| GOAL OF THE EXERCISE |
Transcribe the entries exactly as they stand below, passing over any picture.

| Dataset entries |

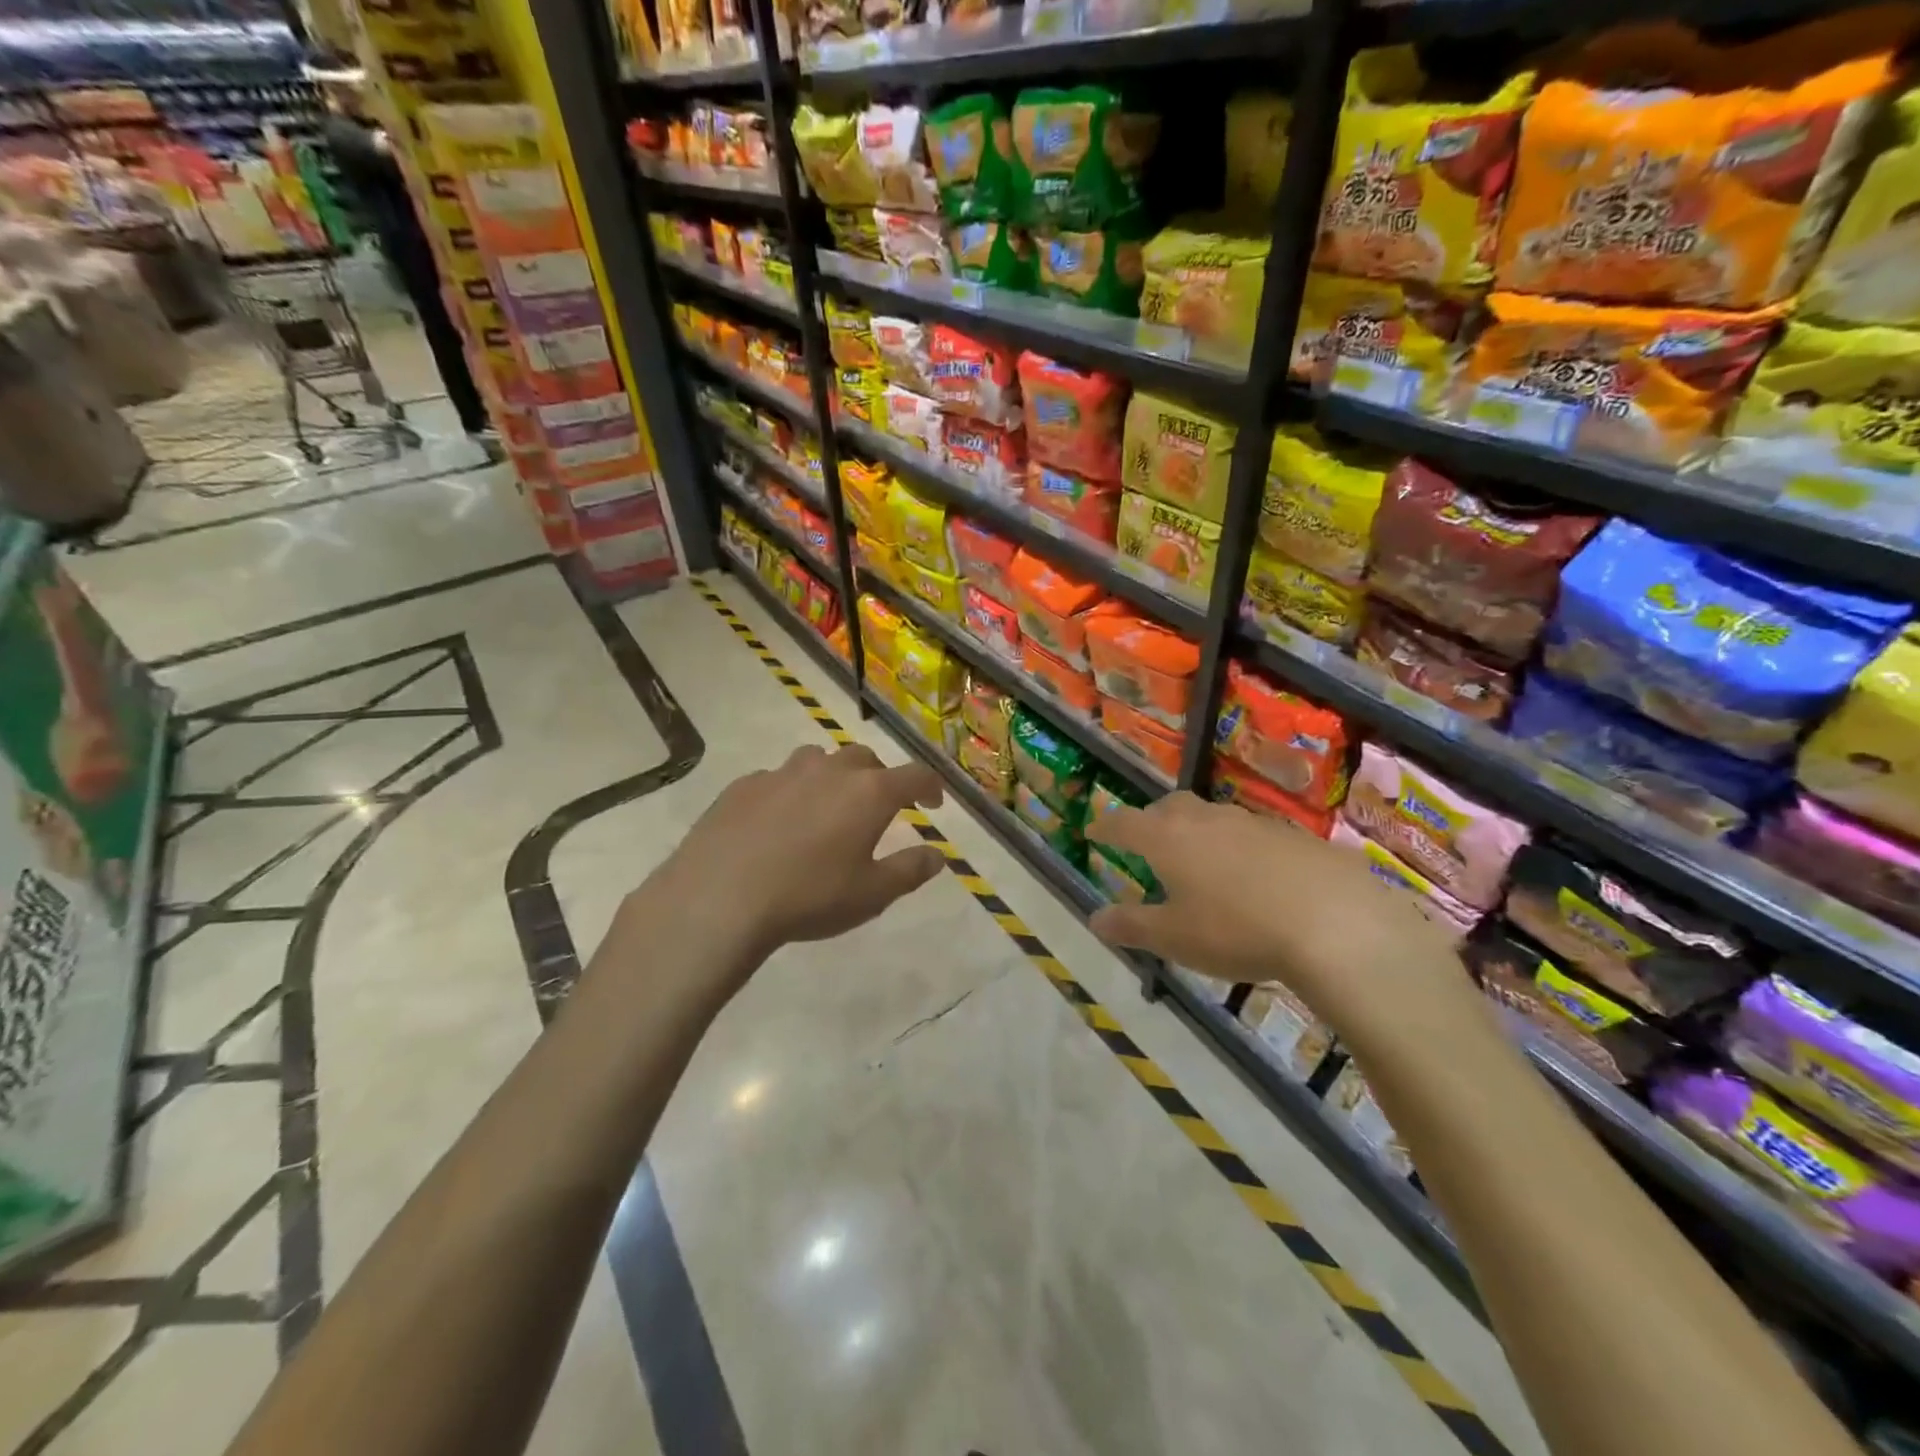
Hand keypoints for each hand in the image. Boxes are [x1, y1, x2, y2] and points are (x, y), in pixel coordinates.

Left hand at [643, 743, 946, 971]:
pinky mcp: (744, 785)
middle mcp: (829, 770)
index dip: (930, 786)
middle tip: (879, 807)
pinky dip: (791, 791)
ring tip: (828, 806)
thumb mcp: (872, 895)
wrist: (719, 897)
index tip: (933, 803)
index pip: (914, 775)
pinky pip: (778, 778)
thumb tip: (937, 855)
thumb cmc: (809, 896)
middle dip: (880, 778)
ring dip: (833, 776)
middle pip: (865, 759)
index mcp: (868, 793)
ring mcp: (782, 773)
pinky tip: (778, 822)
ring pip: (819, 760)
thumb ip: (910, 870)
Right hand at [1088, 793, 1461, 1028]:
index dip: (1105, 826)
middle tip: (1146, 841)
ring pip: (1212, 817)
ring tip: (1198, 861)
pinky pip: (1252, 834)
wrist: (1337, 923)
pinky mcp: (1294, 836)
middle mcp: (1206, 819)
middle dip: (1151, 820)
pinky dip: (1238, 848)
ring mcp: (1253, 823)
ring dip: (1196, 832)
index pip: (1124, 823)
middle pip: (1169, 807)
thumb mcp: (1175, 938)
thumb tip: (1095, 918)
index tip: (1093, 830)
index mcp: (1168, 838)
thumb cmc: (1237, 930)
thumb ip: (1131, 926)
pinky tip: (1253, 877)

| WRITTEN RESPONSE |
Hand keypoints for each hand in the image. Boxes are [x1, y1, x2, y2] and points are (x, y), in pixel coordinates.

Left hand at [643, 743, 946, 971]:
pinky mcp: (744, 785)
middle mcp: (829, 770)
index dip: (930, 786)
middle tip: (879, 807)
pinky dip: (791, 791)
ring tip: (828, 806)
thumb mcp: (872, 895)
wrist: (719, 897)
index tip: (933, 803)
index pip: (914, 775)
pinky pip: (778, 778)
thumb tip: (937, 855)
thumb cmc: (809, 896)
middle dip: (880, 778)
ring dip: (833, 776)
middle pip: (865, 759)
index mcp: (868, 793)
ring mcp: (782, 773)
pinky tip: (778, 822)
ring pip: (819, 760)
thumb ip: (910, 870)
Right hand at [1088, 793, 1461, 1028]:
index dip: (1105, 826)
middle tip: (1146, 841)
ring pip: (1212, 817)
ring tip: (1198, 861)
pinky pip: (1252, 834)
wrist: (1337, 923)
pinky mcp: (1294, 836)
middle mcp: (1206, 819)
middle dip: (1151, 820)
pinky dip: (1238, 848)
ring mcp: (1253, 823)
ring dip: (1196, 832)
index pip: (1124, 823)
middle pip: (1169, 807)
thumb mcp: (1175, 938)
thumb tip: (1095, 918)
index tip: (1093, 830)
index mcp: (1168, 838)
thumb cmc: (1237, 930)
thumb ip: (1131, 926)
pinky tip: (1253, 877)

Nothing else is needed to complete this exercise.